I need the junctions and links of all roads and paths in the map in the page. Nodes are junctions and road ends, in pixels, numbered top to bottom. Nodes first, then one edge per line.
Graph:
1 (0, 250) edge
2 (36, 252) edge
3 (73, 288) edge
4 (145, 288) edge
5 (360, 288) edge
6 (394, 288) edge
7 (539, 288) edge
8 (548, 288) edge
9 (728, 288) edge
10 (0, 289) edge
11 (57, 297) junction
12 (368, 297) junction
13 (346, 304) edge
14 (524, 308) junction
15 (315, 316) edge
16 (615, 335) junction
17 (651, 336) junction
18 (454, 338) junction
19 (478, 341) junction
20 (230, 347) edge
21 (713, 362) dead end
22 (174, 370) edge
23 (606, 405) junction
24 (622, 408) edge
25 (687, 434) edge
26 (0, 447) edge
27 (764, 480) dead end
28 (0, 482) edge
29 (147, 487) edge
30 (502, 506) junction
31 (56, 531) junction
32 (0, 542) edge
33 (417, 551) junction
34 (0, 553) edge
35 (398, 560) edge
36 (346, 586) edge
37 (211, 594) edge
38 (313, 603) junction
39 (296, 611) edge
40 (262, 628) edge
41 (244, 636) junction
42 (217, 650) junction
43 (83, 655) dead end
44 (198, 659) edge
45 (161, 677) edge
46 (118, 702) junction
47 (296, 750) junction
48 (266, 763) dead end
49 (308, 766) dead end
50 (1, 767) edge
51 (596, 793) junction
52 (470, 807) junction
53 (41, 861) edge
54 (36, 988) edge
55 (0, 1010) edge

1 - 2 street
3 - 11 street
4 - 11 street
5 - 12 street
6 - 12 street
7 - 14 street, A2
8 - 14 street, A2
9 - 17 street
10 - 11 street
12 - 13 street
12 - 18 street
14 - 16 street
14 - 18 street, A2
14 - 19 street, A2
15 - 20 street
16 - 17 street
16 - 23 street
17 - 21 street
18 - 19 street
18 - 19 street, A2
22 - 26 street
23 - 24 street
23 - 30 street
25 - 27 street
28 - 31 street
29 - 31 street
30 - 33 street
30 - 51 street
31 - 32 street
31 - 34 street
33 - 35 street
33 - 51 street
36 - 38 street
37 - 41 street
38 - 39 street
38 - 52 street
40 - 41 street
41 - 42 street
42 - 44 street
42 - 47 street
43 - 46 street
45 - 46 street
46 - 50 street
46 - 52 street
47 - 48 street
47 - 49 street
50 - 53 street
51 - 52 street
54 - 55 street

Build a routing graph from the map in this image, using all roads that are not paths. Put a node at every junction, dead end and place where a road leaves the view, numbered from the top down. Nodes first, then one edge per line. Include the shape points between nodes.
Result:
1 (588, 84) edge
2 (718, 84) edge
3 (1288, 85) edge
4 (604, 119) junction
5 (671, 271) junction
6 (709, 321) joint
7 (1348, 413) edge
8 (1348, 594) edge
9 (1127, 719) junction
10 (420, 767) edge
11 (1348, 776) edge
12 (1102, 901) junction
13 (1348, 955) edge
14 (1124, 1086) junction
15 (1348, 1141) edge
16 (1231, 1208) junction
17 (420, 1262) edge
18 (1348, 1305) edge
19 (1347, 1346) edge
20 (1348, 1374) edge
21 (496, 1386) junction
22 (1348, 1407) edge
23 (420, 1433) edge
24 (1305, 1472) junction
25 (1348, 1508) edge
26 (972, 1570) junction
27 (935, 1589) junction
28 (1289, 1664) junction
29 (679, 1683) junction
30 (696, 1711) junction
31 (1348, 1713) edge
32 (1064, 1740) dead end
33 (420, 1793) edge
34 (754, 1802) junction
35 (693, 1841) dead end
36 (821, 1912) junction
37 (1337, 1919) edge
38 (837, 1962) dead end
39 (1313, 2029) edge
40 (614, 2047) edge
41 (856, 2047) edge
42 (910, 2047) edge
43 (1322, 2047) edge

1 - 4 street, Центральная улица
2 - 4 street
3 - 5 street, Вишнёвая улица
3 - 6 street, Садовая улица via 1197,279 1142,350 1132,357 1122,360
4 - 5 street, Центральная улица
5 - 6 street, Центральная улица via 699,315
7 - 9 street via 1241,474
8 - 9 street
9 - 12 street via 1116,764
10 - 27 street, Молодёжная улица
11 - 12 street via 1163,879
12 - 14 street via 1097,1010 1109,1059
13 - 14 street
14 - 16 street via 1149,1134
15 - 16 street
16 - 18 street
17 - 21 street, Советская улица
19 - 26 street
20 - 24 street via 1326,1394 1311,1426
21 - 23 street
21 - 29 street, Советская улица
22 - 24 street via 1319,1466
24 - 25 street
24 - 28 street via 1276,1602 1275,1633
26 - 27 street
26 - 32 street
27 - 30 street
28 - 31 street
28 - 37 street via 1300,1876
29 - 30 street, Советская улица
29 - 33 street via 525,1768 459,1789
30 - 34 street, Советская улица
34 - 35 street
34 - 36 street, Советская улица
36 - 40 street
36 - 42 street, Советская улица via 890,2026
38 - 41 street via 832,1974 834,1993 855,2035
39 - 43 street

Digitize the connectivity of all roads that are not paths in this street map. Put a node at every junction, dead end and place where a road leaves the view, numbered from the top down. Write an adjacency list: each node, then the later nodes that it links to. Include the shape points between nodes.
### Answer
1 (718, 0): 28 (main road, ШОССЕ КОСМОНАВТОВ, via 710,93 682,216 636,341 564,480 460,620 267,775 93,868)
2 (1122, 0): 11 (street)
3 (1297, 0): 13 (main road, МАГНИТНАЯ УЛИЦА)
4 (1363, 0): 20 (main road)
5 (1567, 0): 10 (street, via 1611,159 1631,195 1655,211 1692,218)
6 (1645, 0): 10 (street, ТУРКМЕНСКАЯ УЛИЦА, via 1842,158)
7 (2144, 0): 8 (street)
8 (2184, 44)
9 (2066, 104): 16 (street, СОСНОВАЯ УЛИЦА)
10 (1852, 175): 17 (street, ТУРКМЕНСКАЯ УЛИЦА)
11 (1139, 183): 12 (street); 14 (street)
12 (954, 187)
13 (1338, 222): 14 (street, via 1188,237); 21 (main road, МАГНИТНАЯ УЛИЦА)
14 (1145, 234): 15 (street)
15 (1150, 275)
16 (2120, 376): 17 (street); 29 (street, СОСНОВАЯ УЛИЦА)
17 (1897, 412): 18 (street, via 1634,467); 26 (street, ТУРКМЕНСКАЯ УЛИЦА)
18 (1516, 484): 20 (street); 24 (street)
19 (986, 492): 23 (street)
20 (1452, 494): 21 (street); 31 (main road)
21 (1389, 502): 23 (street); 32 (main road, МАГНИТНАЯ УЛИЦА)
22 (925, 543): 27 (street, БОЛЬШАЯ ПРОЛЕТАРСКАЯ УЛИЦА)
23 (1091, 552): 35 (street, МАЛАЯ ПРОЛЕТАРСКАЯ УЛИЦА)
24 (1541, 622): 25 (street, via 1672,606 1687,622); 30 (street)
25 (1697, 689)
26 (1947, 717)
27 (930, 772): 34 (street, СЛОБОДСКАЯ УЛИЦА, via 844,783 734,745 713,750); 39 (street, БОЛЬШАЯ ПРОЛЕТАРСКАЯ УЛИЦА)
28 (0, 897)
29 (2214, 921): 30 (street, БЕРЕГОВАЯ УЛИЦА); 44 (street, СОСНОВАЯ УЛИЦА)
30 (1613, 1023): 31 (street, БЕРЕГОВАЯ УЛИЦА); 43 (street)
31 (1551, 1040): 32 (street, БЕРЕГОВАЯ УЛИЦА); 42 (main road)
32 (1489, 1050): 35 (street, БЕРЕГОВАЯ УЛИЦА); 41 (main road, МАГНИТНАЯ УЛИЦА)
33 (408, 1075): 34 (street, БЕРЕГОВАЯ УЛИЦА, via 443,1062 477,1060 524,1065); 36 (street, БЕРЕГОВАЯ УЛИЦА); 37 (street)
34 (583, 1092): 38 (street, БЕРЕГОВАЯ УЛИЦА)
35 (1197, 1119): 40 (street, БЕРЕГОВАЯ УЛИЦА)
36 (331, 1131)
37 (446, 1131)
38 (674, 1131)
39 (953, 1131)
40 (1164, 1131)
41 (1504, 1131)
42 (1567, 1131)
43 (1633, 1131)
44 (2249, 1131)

▶ PROBLEM STATEMENT
Whenever the word "Центральная" occurs in a line of the records, that line counts toward the total; state the total only.

▶ TASK SOLUTION
3